[Start of section]
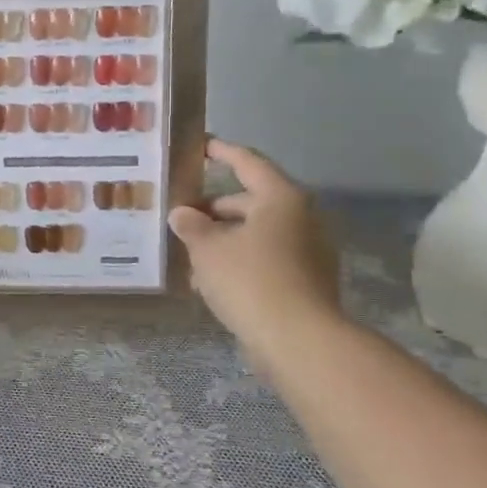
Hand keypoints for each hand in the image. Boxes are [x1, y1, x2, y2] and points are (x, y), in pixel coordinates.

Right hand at [167, 140, 341, 353]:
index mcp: (280, 198)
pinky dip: (237, 262)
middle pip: (250, 202)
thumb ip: (191, 226)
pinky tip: (207, 281)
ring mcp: (306, 252)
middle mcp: (300, 218)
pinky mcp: (304, 281)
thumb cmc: (250, 280)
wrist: (299, 341)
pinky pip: (264, 260)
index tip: (200, 146)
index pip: (247, 163)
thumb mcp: (208, 248)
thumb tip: (182, 214)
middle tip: (180, 215)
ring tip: (186, 252)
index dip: (221, 152)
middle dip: (213, 209)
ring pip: (254, 234)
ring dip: (222, 240)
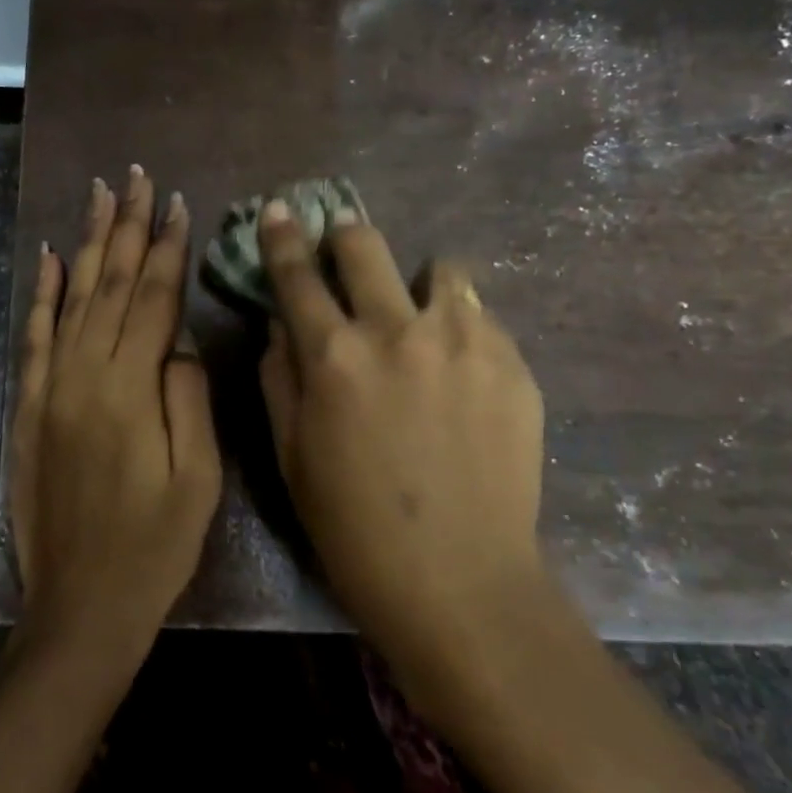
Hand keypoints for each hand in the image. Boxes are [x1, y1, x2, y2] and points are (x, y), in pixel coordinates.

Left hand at [8, 167, 222, 667]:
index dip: (167, 248)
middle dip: (127, 227)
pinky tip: (51, 258)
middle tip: (135, 177)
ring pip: (73, 298)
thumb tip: (176, 342)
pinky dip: (43, 294)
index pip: (153, 299)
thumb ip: (188, 399)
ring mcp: (50, 389)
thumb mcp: (198, 479)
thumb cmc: (155, 547)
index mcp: (131, 390)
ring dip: (89, 243)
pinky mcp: (28, 408)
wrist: (82, 606)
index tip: (176, 202)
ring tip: (99, 196)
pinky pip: (34, 337)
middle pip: (110, 285)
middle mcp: (84, 376)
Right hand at [257, 202, 544, 715]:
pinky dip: (459, 326)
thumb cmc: (354, 527)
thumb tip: (281, 322)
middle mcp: (396, 330)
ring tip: (417, 318)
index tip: (279, 210)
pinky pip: (479, 315)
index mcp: (333, 356)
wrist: (460, 582)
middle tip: (344, 247)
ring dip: (417, 282)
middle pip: (365, 244)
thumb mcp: (291, 454)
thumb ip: (279, 375)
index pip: (297, 273)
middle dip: (346, 235)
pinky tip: (458, 371)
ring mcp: (462, 341)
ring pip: (439, 268)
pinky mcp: (512, 361)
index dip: (282, 235)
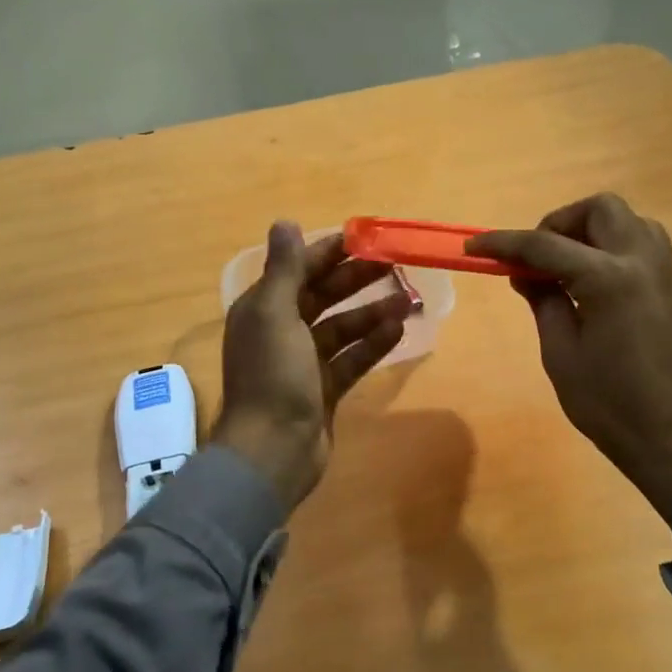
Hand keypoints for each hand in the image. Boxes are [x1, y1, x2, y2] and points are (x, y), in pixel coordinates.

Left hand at [214, 222, 410, 513]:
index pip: (298, 269)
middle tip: (394, 264)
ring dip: (372, 311)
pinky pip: (352, 358)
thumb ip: (284, 269)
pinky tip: (399, 329)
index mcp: (263, 309)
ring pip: (342, 327)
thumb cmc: (272, 375)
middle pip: (322, 296)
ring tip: (408, 298)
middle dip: (356, 279)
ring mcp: (304, 363)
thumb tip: (285, 221)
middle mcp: (281, 331)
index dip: (329, 252)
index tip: (365, 238)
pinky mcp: (324, 389)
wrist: (273, 450)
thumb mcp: (274, 314)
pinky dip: (373, 344)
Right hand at [469, 193, 671, 522]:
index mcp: (609, 279)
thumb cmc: (609, 404)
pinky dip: (617, 248)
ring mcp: (667, 274)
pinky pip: (647, 247)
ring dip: (594, 230)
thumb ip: (544, 302)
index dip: (504, 243)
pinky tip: (597, 284)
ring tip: (569, 265)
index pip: (546, 245)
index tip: (474, 247)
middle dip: (561, 222)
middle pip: (601, 209)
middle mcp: (643, 263)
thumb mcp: (561, 354)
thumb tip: (527, 273)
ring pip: (631, 220)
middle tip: (538, 256)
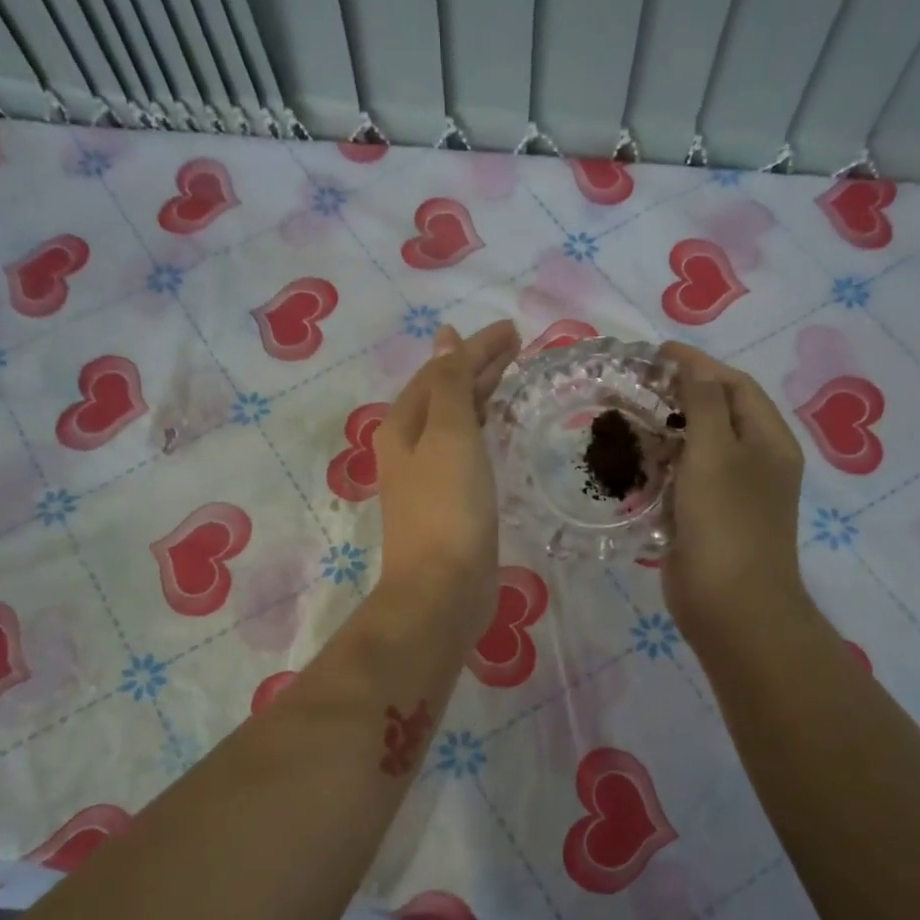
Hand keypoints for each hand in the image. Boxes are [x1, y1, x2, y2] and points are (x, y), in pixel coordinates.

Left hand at [374, 321, 518, 641]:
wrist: (442, 589)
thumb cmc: (446, 506)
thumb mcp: (448, 434)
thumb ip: (449, 384)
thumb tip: (445, 339)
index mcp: (403, 425)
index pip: (440, 371)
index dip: (475, 348)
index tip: (514, 330)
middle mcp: (409, 447)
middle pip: (444, 393)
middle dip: (477, 366)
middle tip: (517, 346)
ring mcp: (427, 478)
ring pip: (454, 422)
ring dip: (478, 396)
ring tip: (507, 376)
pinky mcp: (449, 503)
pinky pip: (465, 451)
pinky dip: (481, 430)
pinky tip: (496, 429)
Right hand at [659, 343, 809, 651]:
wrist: (731, 605)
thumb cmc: (726, 522)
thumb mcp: (716, 452)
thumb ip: (703, 403)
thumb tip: (692, 364)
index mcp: (769, 441)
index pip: (734, 386)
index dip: (697, 365)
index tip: (655, 353)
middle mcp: (755, 462)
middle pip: (716, 414)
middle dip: (677, 396)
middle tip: (635, 385)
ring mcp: (730, 493)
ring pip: (696, 448)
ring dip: (664, 432)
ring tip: (626, 418)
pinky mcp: (705, 519)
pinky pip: (683, 480)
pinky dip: (660, 467)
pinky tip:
[End of section]
● **WHAT THE EXERCISE ASKS**:
Extract every line from the one containing "middle dip: (477, 366)" to the end of the entries, including both of those lines, exactly as given and with nothing added.

● **REPLY TO THE TASK**:
middle dip: (477, 366)
middle tip: (517, 346)
ring mcp: (427, 478)
ring pip: (454, 422)
ring dip: (478, 396)
ring tip: (507, 376)
pinky mcp: (449, 503)
pinky pip: (465, 451)
pinky dip: (481, 430)
pinky tip: (496, 429)
Right hand at [659, 343, 809, 651]:
wrist: (731, 605)
thumb cmc: (726, 522)
thumb mcp: (716, 452)
thumb ip: (703, 403)
thumb tip: (692, 364)
index mcp: (769, 441)
index pip: (734, 386)
index dip: (697, 365)
index tip: (655, 353)
middle mcp: (755, 462)
middle pip: (716, 414)
middle dip: (677, 396)
middle tip: (635, 385)
ring mcp: (730, 493)
ring pip: (696, 448)
ring dip: (664, 432)
ring tip: (626, 418)
pinky mcp: (705, 519)
pinky pip: (683, 480)
pinky dip: (660, 467)
pinky tip:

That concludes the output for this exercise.